Before entering the pontifical apartment, I was really determined to speak, but I felt my courage weaken when I saw Father Révérony standing by the Holy Father’s right side. Almost at the same [10] instant, they told us on the Pope’s behalf that it was forbidden to speak, as this would prolong the audience too much. I turned toward my dear Céline for advice: “Speak!” she said. A moment later I was at the Holy Father’s feet. I kissed his slipper and he presented his hand, but instead of kissing it I joined my own and lifting [15] tear-filled eyes to his face, I cried out: “Most Holy Father, I have a great favor to ask you!”
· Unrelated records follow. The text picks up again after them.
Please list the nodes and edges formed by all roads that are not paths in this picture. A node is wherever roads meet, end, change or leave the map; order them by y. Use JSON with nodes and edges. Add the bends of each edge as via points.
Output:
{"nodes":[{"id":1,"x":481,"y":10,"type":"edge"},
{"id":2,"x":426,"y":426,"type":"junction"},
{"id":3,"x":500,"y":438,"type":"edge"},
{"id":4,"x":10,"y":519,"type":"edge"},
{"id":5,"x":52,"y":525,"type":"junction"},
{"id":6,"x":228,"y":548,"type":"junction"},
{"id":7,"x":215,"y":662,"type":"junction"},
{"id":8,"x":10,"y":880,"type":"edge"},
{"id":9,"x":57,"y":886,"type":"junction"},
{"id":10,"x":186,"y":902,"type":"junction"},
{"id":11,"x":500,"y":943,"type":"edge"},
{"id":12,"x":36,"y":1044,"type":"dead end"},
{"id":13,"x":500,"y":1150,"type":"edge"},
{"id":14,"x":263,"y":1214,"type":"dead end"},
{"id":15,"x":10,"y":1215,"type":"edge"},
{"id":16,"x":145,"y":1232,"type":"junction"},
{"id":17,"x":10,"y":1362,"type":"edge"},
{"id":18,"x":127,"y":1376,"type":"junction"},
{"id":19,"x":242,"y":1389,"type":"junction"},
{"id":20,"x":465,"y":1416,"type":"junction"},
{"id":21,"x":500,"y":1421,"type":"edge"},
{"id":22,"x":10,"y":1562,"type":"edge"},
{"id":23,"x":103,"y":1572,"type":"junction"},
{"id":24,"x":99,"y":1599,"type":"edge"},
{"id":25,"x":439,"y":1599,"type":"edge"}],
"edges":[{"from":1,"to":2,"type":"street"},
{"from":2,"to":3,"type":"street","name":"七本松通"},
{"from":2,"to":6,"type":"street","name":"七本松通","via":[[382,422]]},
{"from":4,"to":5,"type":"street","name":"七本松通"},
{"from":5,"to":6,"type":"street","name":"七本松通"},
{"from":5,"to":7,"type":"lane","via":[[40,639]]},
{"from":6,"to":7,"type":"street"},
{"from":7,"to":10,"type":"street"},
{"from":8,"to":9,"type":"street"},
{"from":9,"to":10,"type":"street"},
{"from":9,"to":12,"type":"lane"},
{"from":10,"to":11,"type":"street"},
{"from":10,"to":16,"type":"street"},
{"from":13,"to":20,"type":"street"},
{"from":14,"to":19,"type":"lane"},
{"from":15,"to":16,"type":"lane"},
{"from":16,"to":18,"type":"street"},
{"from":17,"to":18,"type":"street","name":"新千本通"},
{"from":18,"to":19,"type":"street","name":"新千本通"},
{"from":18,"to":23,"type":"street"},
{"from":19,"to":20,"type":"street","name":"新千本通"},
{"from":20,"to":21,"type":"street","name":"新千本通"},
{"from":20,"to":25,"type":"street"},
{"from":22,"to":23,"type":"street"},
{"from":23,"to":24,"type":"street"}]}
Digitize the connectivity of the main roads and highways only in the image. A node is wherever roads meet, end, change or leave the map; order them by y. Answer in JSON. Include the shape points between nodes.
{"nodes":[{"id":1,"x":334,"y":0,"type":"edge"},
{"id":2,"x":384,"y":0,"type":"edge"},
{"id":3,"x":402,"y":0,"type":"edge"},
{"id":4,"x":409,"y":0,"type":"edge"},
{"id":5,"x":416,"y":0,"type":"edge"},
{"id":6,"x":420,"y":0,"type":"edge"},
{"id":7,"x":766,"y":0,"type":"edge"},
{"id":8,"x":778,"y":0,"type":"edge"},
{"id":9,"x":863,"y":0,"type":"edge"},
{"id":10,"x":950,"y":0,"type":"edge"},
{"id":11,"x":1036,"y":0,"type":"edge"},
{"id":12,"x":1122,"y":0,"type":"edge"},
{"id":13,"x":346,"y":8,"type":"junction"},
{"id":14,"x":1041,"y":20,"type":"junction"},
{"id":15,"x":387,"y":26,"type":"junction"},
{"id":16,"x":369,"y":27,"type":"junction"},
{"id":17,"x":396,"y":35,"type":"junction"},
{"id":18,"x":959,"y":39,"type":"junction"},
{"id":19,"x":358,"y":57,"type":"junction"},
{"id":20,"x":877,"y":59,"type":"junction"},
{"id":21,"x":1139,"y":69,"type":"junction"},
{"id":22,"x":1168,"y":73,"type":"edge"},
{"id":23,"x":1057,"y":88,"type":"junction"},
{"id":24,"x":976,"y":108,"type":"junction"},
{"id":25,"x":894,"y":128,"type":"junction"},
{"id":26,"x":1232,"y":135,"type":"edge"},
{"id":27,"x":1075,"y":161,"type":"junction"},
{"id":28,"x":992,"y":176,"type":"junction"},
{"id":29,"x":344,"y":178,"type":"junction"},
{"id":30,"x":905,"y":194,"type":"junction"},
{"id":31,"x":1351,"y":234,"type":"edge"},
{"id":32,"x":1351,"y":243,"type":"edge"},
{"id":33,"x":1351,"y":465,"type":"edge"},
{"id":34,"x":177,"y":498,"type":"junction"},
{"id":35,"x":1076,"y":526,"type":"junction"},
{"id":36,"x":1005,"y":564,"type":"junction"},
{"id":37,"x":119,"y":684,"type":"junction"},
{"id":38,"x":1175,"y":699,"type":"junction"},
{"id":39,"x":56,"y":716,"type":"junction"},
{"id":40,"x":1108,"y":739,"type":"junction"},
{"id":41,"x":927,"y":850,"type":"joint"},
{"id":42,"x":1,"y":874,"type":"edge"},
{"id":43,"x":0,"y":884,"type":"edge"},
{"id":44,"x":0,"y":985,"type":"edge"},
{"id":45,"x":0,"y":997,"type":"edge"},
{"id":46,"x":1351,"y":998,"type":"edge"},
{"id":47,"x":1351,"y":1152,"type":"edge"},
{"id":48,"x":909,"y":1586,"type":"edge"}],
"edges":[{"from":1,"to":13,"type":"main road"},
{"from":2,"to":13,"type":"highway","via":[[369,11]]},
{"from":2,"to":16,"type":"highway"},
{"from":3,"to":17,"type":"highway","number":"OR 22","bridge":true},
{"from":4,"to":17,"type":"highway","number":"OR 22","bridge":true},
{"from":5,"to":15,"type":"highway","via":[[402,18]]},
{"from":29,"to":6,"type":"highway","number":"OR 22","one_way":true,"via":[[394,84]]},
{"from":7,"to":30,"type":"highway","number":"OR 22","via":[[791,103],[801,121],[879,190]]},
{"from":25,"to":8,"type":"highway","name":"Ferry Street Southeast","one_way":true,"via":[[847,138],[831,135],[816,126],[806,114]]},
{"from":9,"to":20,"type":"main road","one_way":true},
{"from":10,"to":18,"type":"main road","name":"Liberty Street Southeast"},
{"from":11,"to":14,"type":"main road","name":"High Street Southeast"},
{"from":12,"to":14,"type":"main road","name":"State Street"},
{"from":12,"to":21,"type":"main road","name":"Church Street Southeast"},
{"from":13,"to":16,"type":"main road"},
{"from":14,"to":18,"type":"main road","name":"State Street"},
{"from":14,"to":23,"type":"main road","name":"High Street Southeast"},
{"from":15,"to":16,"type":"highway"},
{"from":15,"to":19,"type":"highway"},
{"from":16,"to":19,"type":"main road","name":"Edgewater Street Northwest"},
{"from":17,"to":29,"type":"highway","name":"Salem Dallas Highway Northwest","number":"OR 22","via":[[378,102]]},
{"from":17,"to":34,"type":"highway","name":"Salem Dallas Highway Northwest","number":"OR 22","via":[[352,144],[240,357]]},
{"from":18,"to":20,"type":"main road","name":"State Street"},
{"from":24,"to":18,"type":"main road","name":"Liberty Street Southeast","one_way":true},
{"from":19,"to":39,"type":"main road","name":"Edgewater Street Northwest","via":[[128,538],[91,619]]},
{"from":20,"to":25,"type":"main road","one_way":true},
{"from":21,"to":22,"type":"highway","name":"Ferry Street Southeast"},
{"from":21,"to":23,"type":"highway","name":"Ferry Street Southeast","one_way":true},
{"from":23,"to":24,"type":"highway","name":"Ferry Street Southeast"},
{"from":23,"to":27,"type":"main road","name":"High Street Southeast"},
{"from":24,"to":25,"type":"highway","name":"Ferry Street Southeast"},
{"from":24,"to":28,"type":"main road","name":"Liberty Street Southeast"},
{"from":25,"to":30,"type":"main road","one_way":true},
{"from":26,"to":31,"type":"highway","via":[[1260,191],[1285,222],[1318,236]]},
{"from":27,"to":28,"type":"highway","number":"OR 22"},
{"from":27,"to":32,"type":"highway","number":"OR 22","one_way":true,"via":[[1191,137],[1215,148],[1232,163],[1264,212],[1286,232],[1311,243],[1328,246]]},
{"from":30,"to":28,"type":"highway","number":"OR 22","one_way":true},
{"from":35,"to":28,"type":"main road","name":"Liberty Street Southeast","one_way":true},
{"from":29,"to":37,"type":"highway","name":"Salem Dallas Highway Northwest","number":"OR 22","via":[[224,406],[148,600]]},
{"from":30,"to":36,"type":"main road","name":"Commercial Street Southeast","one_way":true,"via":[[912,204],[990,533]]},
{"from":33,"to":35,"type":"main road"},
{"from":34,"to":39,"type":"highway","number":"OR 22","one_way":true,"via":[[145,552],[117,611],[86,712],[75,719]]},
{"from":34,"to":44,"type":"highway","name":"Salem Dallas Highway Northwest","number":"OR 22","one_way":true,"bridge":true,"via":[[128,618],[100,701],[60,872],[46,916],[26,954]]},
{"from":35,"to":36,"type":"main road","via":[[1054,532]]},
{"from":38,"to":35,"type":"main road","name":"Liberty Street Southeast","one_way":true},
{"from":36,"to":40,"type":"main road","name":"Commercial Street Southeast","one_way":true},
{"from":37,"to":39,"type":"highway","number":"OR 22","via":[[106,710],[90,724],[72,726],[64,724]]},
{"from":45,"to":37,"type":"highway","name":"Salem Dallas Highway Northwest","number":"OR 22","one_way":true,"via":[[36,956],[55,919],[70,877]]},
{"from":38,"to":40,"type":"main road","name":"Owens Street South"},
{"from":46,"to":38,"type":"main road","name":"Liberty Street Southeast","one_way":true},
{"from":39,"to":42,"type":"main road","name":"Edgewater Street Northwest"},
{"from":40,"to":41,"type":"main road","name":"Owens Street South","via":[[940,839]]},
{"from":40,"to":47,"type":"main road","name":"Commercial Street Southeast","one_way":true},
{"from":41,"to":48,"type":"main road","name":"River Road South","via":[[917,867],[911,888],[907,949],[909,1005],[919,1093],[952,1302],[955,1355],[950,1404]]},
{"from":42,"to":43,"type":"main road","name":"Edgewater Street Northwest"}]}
[24] The Sovereign Pontiff lowered his head toward me in such a way that my face almost touched his, and I saw his eyes, black and deep, fixed on me and they seemed to penetrate to the depths of my soul. “Holy Father, in honor of your Jubilee, permit me to enter Carmel at the age of fifteen!”

[16] Emotion undoubtedly made my voice tremble. He turned to Father Révérony who was staring at me with surprise and displeasure and said: “I don’t understand very well.” Now if God had permitted it, it would have been easy for Father Révérony to obtain what I desired, but it was the cross [20] and not consolation God willed to give me.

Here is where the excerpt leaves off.